Structure of STIV2 and its turrets. (A) A radially depth-cued isosurface representation (at 2 σ above the mean) of the 20-Å-resolution STIV2 reconstruction viewed down a 2-fold symmetry axis. Symmetry axes are indicated by a white ellipse (2-fold), triangle (3-fold), and pentagon (5-fold). (B) A 0.44-nm-thick central section through the STIV2 virion (left). The right side shows the capsid protein density generated by fitting the homology-modeled coat protein into the reconstruction. Symmetry axes are indicated as in panel A. The viral capsid (C) and the underlying membrane (M) are indicated. Bar, 20 nm. (C) A close-up (at 1 σ above the mean) of the STIV2 turrets. (D) Comparison of the central sections of the manually segmented STIV2 (red outline) and STIV (blue outline) turrets. The dimensions are indicated for the STIV2 turret. The open arrow points to the channel in the middle of the turrets through which DNA may travel (27). (E) A close-up (at 1 σ above the mean) of the STIV turrets clearly showing the central barrel and the attached ear-like structures (55). (F) A radially depth-cued isosurface representation of the additional turret density present in STIV compared to STIV2 generated by difference imaging of the virion reconstructions. (G) Collage showing the major capsid protein trimers (C-α backbone; green), the segmented density of the STIV2 turret (red surface), and the remaining density of the difference map of STIV2 minus the major capsid protein density (yellow mesh). (H) Schematic diagram of STIV2 structural-protein organization.
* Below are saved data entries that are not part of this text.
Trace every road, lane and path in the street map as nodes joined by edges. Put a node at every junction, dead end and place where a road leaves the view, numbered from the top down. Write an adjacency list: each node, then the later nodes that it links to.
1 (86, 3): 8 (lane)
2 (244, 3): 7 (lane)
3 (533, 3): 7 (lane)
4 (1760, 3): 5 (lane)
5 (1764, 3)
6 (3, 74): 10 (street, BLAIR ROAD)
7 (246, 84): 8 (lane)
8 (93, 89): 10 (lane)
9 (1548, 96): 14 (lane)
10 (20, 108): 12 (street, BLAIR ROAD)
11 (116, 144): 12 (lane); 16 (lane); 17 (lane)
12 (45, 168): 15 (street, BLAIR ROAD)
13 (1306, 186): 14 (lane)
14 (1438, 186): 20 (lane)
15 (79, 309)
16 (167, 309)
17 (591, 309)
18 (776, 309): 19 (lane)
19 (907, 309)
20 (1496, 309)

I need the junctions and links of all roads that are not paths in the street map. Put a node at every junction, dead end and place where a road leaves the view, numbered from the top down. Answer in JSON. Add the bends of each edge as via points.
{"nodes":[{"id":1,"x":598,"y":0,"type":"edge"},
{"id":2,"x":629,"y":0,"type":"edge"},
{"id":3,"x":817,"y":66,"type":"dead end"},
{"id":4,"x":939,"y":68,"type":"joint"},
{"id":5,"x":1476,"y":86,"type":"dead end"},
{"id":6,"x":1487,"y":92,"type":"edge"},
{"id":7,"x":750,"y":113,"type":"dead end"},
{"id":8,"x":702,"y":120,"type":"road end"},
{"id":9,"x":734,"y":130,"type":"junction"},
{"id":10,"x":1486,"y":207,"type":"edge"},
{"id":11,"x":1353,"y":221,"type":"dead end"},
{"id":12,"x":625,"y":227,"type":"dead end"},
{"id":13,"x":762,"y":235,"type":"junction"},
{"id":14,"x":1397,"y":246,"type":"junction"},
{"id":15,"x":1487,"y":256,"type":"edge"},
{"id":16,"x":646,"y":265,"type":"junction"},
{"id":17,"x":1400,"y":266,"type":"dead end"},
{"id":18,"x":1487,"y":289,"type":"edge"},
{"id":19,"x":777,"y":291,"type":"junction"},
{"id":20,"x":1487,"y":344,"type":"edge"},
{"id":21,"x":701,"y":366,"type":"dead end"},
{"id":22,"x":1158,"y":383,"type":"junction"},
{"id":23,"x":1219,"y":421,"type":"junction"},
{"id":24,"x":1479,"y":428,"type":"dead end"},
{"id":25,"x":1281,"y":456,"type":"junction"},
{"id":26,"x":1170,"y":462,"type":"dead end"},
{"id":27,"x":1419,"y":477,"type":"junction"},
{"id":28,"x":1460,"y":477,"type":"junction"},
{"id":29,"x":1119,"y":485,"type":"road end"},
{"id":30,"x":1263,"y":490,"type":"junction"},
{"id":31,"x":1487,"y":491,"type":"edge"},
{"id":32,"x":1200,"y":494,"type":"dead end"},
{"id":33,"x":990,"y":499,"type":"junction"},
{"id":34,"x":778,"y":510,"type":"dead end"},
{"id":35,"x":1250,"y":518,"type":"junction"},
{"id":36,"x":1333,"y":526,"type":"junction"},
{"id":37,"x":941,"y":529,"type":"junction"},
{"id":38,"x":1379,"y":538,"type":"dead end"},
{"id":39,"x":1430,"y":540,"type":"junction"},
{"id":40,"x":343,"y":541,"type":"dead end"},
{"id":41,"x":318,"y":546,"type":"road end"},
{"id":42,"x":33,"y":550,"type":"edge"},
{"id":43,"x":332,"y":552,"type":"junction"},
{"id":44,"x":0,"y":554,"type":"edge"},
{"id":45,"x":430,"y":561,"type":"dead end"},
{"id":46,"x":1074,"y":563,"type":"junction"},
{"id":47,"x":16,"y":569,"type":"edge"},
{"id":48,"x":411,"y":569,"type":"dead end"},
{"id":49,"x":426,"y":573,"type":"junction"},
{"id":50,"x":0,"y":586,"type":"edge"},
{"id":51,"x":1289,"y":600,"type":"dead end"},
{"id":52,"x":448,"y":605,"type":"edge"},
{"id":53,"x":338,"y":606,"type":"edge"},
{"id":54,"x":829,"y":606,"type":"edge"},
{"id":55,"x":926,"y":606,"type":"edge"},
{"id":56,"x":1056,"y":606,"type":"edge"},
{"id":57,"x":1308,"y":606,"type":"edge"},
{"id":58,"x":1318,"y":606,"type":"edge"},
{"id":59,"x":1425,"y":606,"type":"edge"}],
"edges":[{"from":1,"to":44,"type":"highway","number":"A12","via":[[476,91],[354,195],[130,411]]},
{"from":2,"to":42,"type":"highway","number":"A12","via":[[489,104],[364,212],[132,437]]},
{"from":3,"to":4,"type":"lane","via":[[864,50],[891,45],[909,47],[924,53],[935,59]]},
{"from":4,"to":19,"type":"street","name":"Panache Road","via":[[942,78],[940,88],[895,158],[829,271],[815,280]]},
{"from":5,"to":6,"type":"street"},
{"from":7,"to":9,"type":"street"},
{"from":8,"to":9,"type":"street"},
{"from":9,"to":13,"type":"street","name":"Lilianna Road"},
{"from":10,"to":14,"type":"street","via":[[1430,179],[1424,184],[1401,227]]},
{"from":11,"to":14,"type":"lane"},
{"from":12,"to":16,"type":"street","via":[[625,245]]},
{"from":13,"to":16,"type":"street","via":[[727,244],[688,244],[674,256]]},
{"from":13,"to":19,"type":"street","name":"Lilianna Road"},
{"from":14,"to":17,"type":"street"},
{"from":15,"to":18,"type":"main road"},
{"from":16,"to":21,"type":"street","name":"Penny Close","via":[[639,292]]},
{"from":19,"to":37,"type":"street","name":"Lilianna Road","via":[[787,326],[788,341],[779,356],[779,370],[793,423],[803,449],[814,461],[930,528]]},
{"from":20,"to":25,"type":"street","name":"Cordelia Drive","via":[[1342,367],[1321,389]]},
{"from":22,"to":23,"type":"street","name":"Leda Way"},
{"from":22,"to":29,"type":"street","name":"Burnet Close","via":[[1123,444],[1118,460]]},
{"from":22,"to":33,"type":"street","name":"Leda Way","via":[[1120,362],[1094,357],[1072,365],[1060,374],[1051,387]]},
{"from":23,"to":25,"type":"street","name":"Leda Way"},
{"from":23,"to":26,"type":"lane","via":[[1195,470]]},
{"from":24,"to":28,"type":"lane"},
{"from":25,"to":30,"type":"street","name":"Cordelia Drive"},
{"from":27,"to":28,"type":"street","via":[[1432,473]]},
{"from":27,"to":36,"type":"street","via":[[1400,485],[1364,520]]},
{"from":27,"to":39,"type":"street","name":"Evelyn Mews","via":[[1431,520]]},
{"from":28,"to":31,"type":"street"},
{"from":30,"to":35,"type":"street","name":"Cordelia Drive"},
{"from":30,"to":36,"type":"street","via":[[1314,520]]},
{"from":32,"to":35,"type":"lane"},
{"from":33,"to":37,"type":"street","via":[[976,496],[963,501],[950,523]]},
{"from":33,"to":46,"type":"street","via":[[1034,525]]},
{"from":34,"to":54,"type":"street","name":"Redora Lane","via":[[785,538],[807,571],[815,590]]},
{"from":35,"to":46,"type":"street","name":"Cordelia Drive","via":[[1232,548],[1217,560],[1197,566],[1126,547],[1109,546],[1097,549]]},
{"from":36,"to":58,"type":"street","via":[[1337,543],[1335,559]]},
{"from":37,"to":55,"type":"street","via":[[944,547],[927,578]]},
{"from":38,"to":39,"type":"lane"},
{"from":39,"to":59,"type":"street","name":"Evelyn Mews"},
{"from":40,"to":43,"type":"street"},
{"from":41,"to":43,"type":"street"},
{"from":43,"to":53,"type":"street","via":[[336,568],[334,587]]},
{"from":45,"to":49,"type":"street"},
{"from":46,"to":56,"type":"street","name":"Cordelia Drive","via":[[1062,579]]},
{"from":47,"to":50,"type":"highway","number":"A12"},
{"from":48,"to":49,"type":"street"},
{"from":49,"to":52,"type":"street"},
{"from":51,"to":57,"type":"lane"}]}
The major capsid protein A345 is drawn in blue surrounding the pentameric turret (red), which is proposed to contain B631 and C510. B72 is shown binding to the DNA genome. Based on transmembrane prediction using hidden Markov models (TMHMM), proteins A259, C141, E132, A55, and A103 have transmembrane regions and are thus drawn in contact with the membrane (30). (B, D, and G) The connection of the turret to the membrane underneath the capsid is marked with an asterisk.